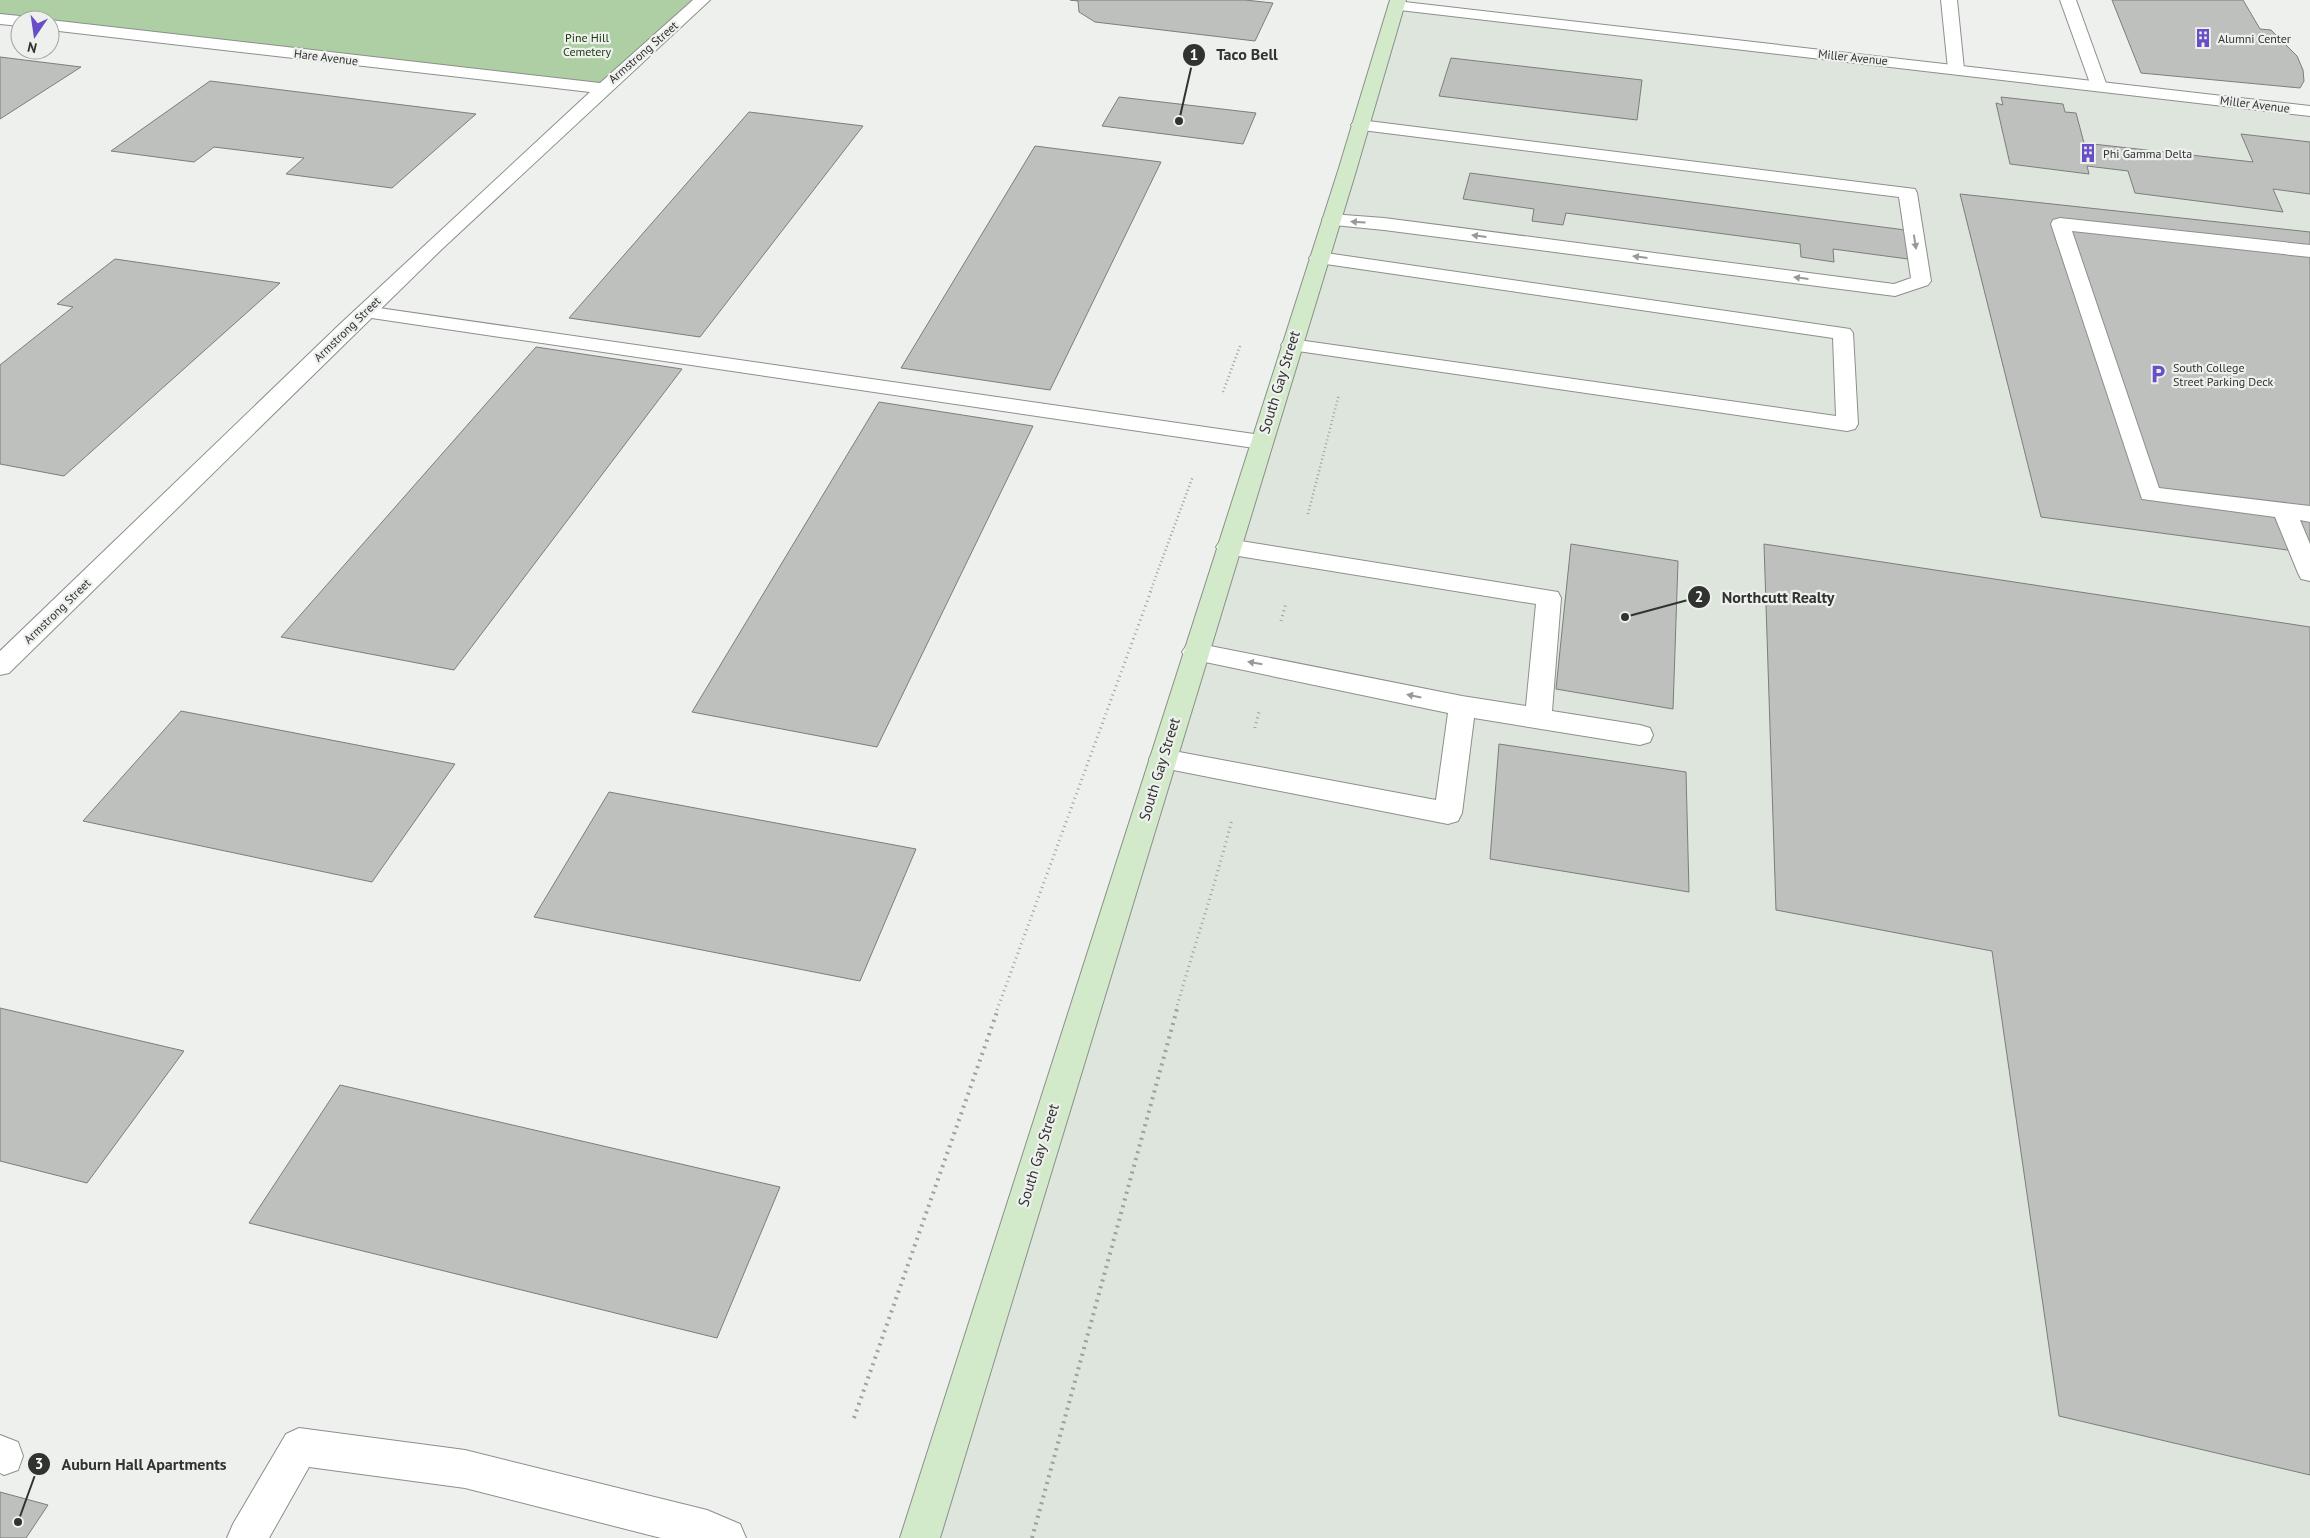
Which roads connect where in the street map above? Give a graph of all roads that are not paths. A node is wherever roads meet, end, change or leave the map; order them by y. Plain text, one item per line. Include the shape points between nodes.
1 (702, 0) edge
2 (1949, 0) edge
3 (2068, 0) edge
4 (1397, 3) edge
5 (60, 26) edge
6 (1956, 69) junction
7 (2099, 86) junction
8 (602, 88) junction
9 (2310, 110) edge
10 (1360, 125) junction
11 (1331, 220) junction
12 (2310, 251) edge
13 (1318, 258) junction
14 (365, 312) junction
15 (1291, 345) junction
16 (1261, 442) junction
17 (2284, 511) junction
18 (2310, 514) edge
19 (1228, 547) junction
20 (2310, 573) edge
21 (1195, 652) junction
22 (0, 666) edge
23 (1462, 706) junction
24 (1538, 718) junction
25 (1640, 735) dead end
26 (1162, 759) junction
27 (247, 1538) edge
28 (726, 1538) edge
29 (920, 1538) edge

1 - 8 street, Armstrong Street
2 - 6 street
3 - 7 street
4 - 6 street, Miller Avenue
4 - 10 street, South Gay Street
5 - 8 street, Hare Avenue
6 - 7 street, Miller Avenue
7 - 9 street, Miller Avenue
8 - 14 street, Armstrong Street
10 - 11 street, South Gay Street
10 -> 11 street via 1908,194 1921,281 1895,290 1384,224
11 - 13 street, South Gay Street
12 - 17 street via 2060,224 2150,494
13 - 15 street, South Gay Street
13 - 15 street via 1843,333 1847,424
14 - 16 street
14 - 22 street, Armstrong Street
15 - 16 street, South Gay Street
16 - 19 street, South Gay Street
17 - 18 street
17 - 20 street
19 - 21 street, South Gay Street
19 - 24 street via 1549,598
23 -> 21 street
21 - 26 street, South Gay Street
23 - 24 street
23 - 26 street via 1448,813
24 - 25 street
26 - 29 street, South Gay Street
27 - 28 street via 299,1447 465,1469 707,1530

───

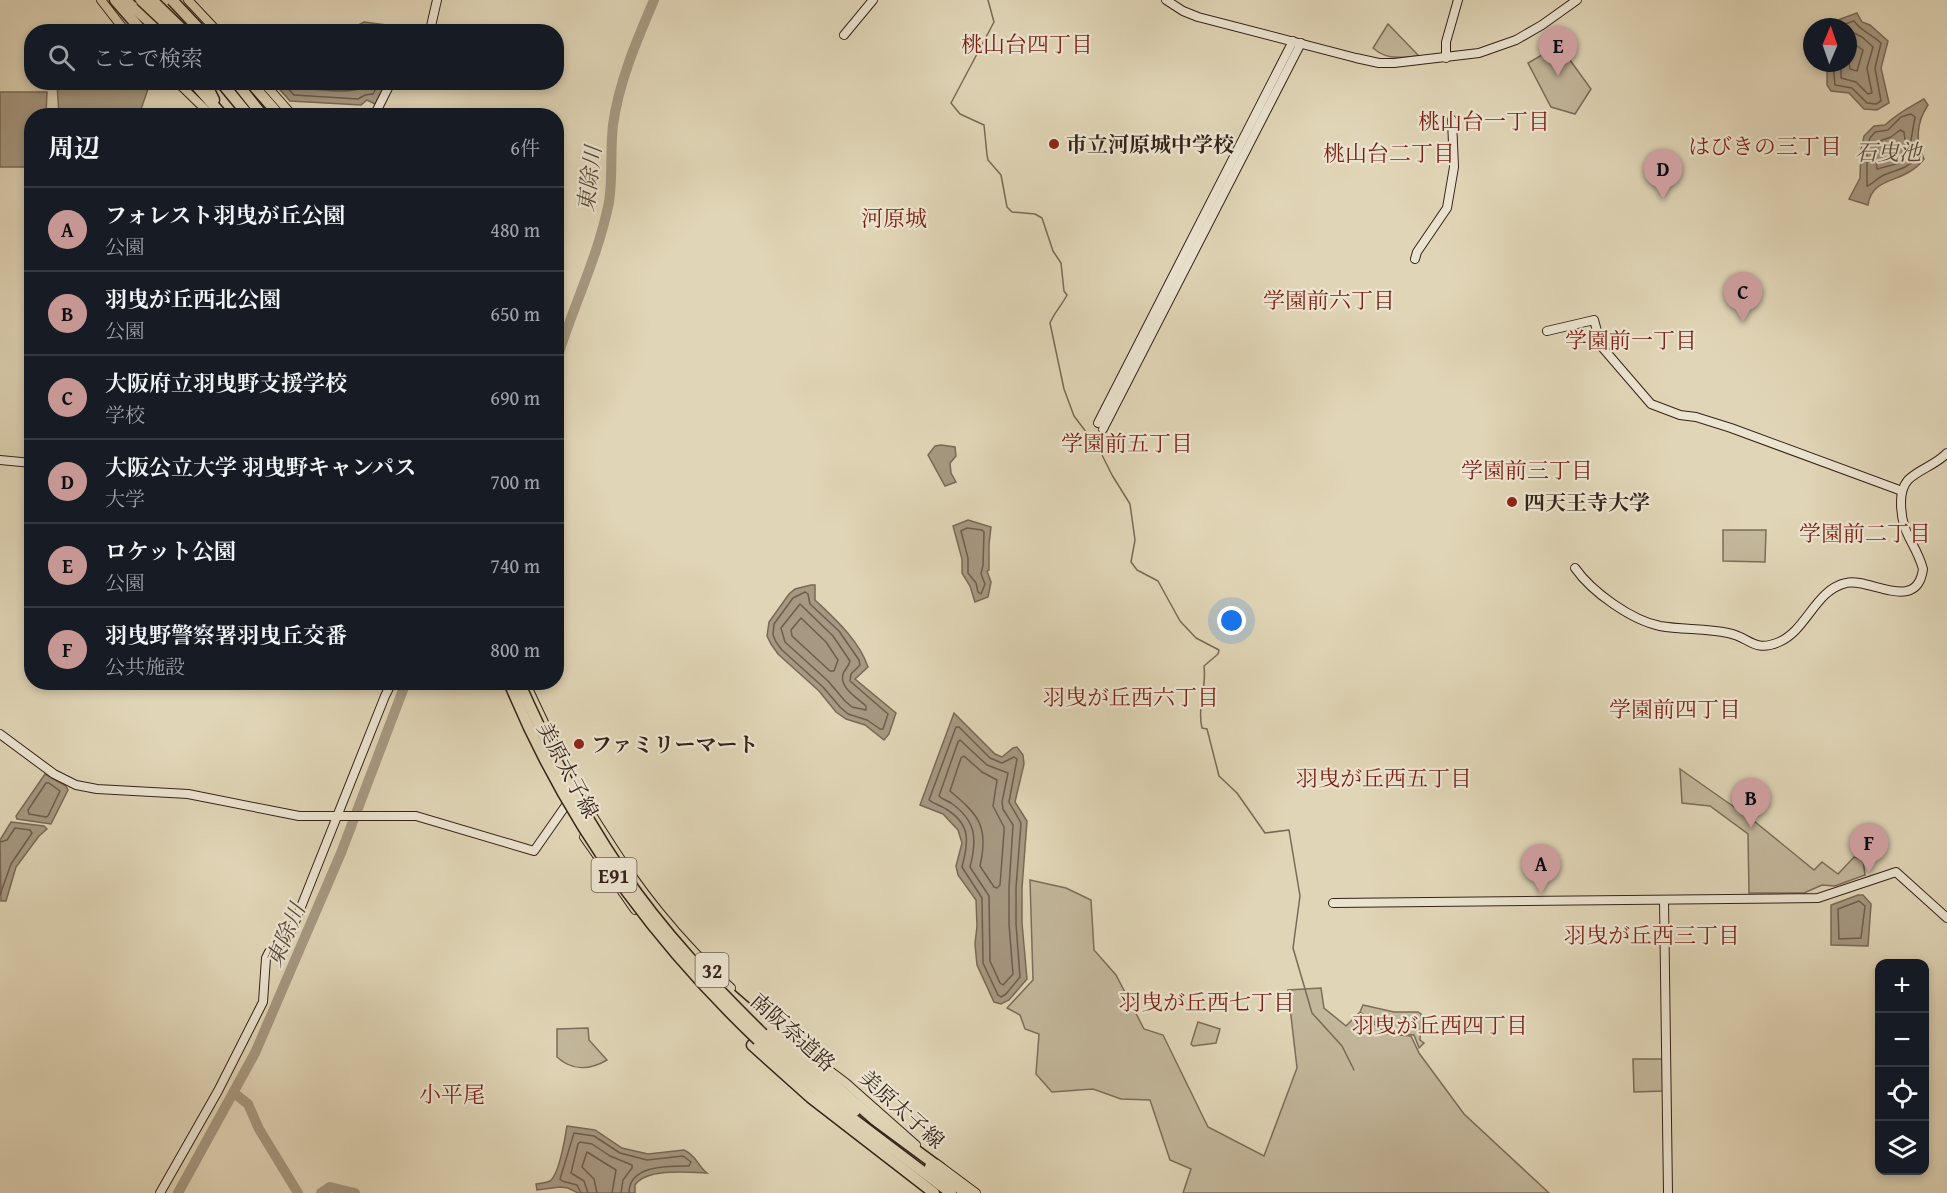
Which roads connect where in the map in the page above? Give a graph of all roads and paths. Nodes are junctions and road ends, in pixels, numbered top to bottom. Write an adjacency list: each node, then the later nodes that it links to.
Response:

───

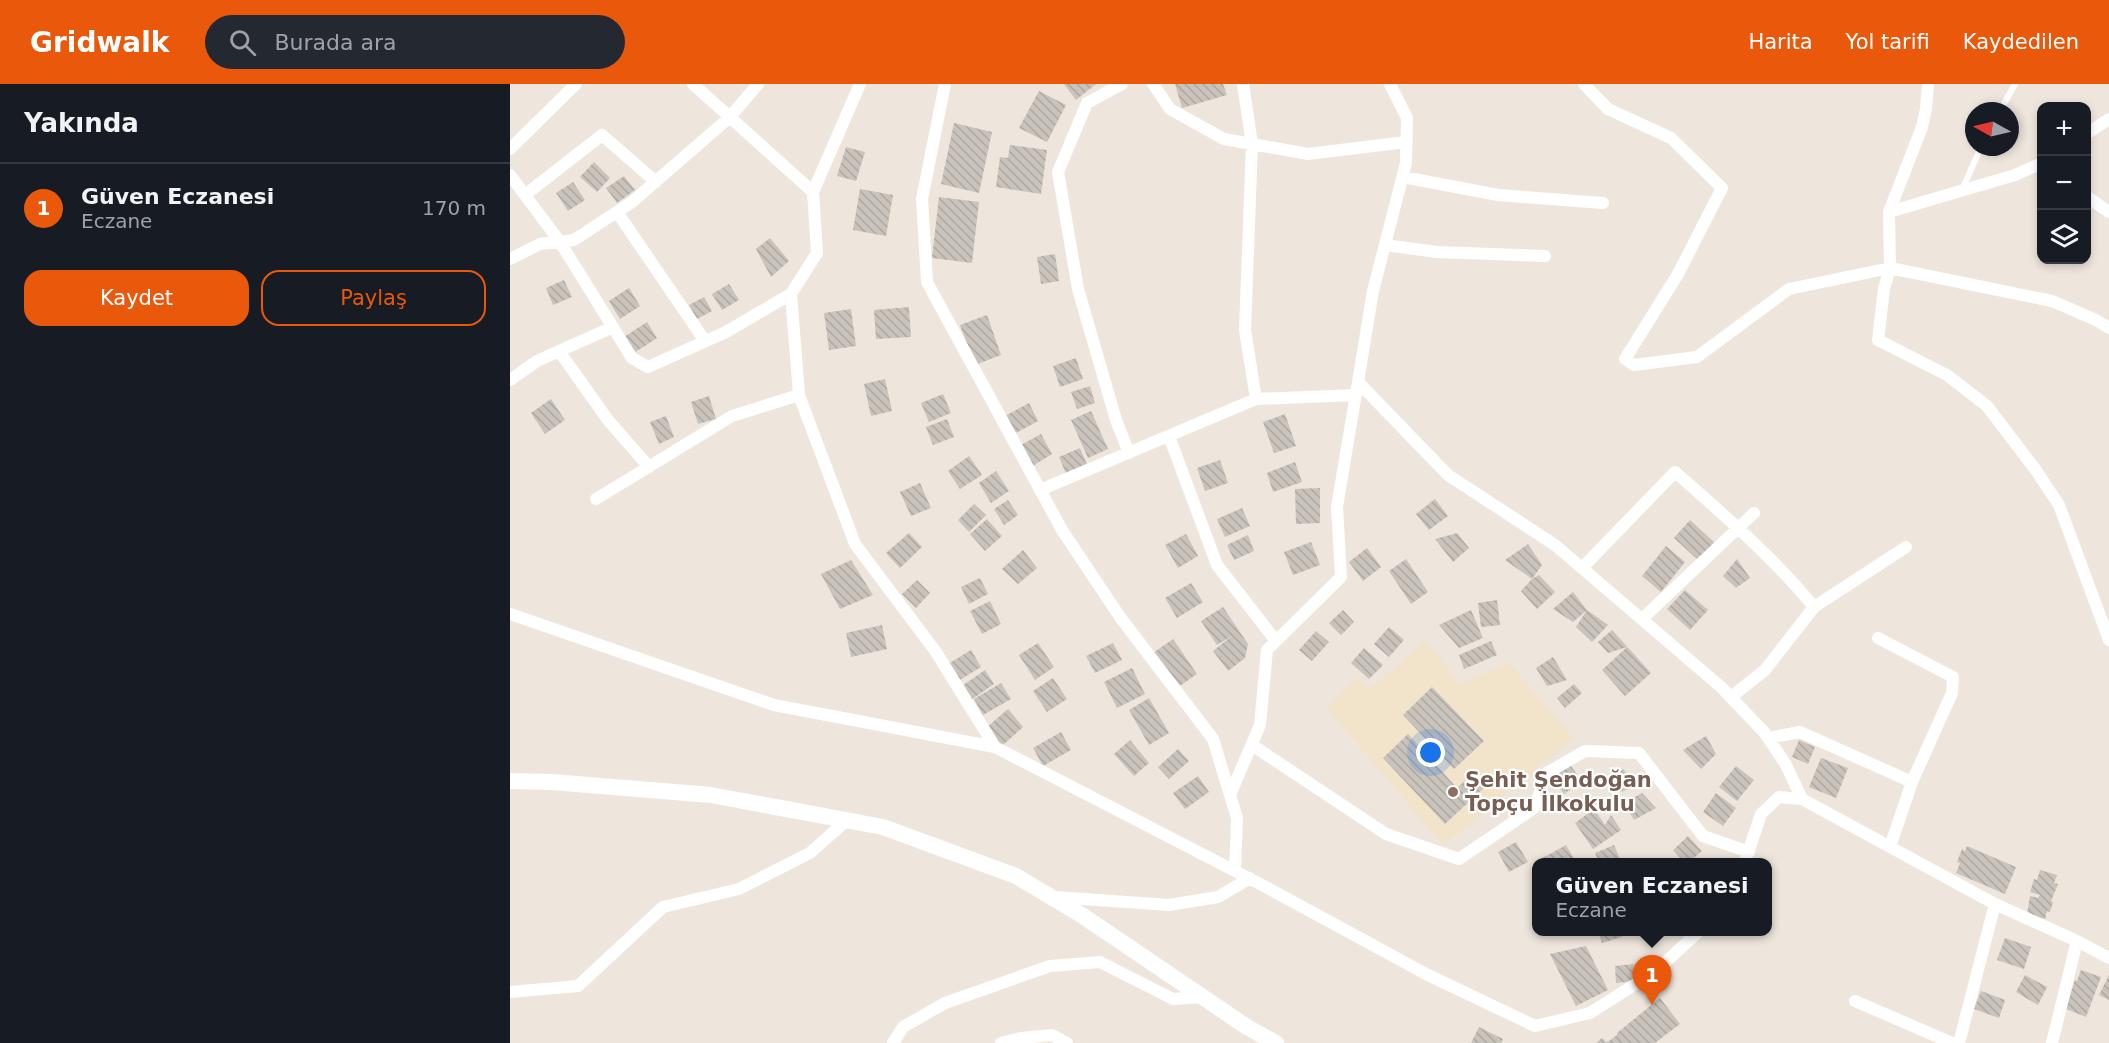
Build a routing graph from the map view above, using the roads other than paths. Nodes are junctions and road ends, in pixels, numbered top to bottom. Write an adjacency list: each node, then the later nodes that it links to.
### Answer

───

## YOUR GOAL
What lines hold the string "each"? Pick them out of the data.

## FINISHED EXERCISE
Which roads connect where in the map in the page above? Give a graph of all roads and paths. Nodes are junctions and road ends, in pixels, numbered top to bottom. Write an adjacency list: each node, then the later nodes that it links to.
Build a routing graph from the map view above, using the roads other than paths. Nodes are junctions and road ends, in pixels, numbered top to bottom. Write an adjacency list: each node, then the later nodes that it links to.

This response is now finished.